The PCWHF report has launched its new report, On the Brink: The reality of Long-Acting Reversible Contraception (LARC) provision in primary care examining the current issues surrounding payments, contracts and training for LARC in primary care
“Urgent action is needed to ensure sustainability and prevent further loss of services”
- 49% thought there had been no change to the LARC training for new clinicians.
- 43% said that they felt training had reduced.
- Only 8% felt they had seen an increase in training.
For non-fitters or never-fitters, 89% were interested in training but:
- 25% cannot access training.
- 24% report there is not enough time to train.
- 23% say there is no practice support.
- 18% say the training is too costly.
The Primary Care Women’s Health Forum is increasingly concerned about the viability of long-acting reversible contraception (LARC) fitting (implant and IUS/IUD) in primary care and the implications for wider women’s health and contraceptive care in the future if this is not addressed and prioritised.
Based on first-hand evidence from healthcare professionals in primary care, the forthcoming report provides an up-to-date overview of LARC fitting in the UK, comparing where we are in 2023 with the previous study from 2020. As well as providing an overview, the report also gives conclusions and offers recommendations.

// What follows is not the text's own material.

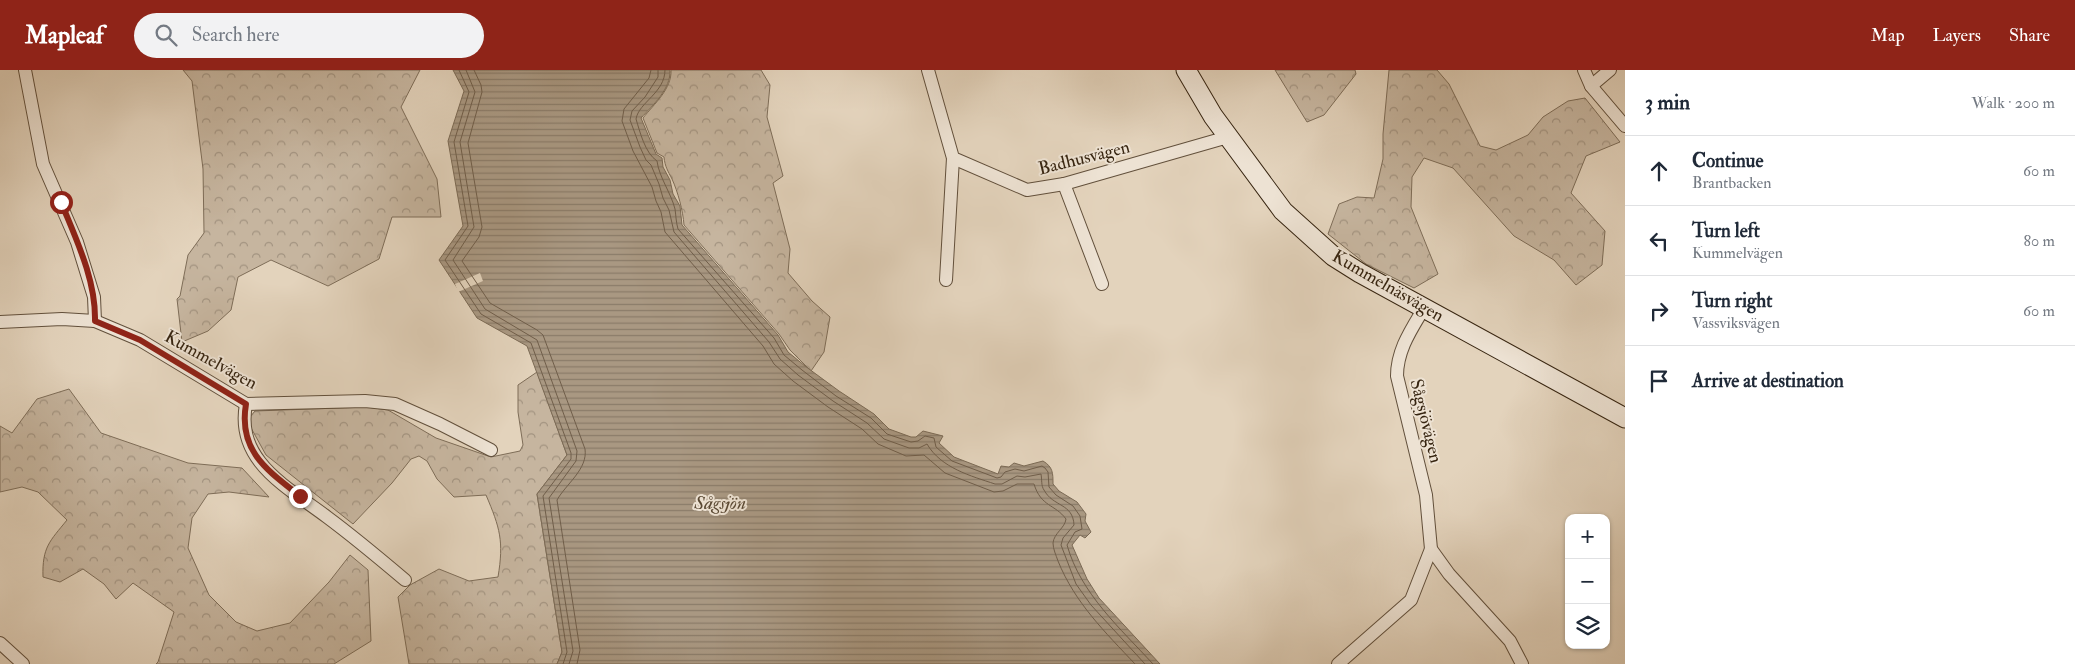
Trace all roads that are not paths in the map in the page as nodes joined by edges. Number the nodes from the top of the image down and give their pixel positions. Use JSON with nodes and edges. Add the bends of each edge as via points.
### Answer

The report draws on newly collected quantitative and qualitative data from two surveys conducted in Spring 2023. 1119 healthcare professionals in the United Kingdom responded. It also refers to a survey conducted in 2020 of a total of 650 healthcare professionals across the UK. The report called upon fitters both past and present, as well as non-fitters, to gather an understanding of the current environment of LARC fitting.
The PCWHF has used these responses to shape the report and make sure it reflects the voices of healthcare professionals in women’s health across the country.
Fees for fitting of LARC are still perceived to be inadequate, with respondents flagging this as a major issue, in many cases making the fitting unviable. A substantial proportion of respondents mentioned the service was costing them money and they, in turn, were incurring a loss to deliver. This was in line with 2020 results.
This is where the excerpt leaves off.